Everybody dies. It is part of the cycle of life – the final frontier from which there is no return. Throughout the history of the world, people’s experiences with death have been up close and personal. That is not to say death was something people looked forward to, but our ancestors were probably much more in tune with, and accepting of, its inevitability than we are now.
People used to care for their dead. The dead remained in the home for a period where they were washed, dressed, and cared for by a loved one. Family and friends could come to view the body, reminisce about the life of the deceased, and offer support and comfort to each other in a personal setting. We have been indoctrinated to view this as morbid now, but common sense suggests it was once an important part of the grieving process.
We have lost this. Now, we are required to trust strangers for the “hands on” care of our dead. That important time between death and burial has been altered, and family are left seeing to the impersonal tasks and various arrangements following a death, a rather hollow substitute.
In the Western world especially, most people seem disconnected from death and their own mortality. We have been taught to fear death and do everything in our power to prolong it if possible. As is typical in society today, quantity is valued over quality. As a result, a huge shock is approaching for which we are tragically unprepared.
Death is coming and, for a large portion of us, not through the natural course of events. It is being engineered. Everything is deteriorating at a rapid rate. We will soon learn hard lessons that people in other countries learned long ago.
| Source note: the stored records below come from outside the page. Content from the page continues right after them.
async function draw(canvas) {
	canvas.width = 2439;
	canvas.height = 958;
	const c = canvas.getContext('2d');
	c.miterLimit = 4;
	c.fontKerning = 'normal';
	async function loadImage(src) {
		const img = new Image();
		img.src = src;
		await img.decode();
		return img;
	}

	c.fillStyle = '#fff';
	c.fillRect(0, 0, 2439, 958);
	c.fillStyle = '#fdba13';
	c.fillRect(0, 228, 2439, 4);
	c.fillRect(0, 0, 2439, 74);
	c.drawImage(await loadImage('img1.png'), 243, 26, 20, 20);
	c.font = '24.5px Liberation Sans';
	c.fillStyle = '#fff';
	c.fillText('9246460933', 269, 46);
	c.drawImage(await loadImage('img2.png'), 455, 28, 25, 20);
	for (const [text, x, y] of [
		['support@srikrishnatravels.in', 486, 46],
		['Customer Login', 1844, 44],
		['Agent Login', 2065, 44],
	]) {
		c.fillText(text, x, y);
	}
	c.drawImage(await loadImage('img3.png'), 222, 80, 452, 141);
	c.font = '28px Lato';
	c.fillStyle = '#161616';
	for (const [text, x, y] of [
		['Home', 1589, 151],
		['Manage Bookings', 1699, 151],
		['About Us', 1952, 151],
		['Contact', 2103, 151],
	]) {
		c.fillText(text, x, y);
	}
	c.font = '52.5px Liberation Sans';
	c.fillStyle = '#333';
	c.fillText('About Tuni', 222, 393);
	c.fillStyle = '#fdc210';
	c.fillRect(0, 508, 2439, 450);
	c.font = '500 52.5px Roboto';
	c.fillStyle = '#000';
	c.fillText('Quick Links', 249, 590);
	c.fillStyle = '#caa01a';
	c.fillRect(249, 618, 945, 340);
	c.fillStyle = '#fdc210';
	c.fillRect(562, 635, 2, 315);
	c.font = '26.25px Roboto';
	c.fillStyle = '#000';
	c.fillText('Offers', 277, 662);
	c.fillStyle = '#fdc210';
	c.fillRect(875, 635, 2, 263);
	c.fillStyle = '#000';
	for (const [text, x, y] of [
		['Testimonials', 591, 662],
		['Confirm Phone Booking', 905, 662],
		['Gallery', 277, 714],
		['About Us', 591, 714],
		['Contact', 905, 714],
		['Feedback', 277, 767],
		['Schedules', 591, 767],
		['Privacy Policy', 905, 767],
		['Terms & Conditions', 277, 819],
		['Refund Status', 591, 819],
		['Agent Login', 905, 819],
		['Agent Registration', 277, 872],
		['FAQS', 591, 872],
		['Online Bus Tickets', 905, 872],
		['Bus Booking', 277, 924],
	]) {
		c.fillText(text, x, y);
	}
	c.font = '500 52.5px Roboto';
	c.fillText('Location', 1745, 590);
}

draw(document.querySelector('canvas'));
Those who live in extreme poverty while their country’s resources are being plundered, and those who live in areas of chaos and war already know all too well realities from which we have been insulated.
We are about to become reacquainted with death in a very up close and personal way. As the agenda for population control (i.e., your death and mine), continues to advance, more people are going to experience an early demise. For those who remain, life will be so miserable and dire that death may well be preferable. For what is life without quality, hope, and freedom? We will not have long to wait to find out.
And so…what are we going to do about it? How are we going to handle it? Can we find a way to side-step their agenda and maintain some type of life for ourselves that is not devoid of quality, hope, and freedom? That remains to be seen but let us hope so.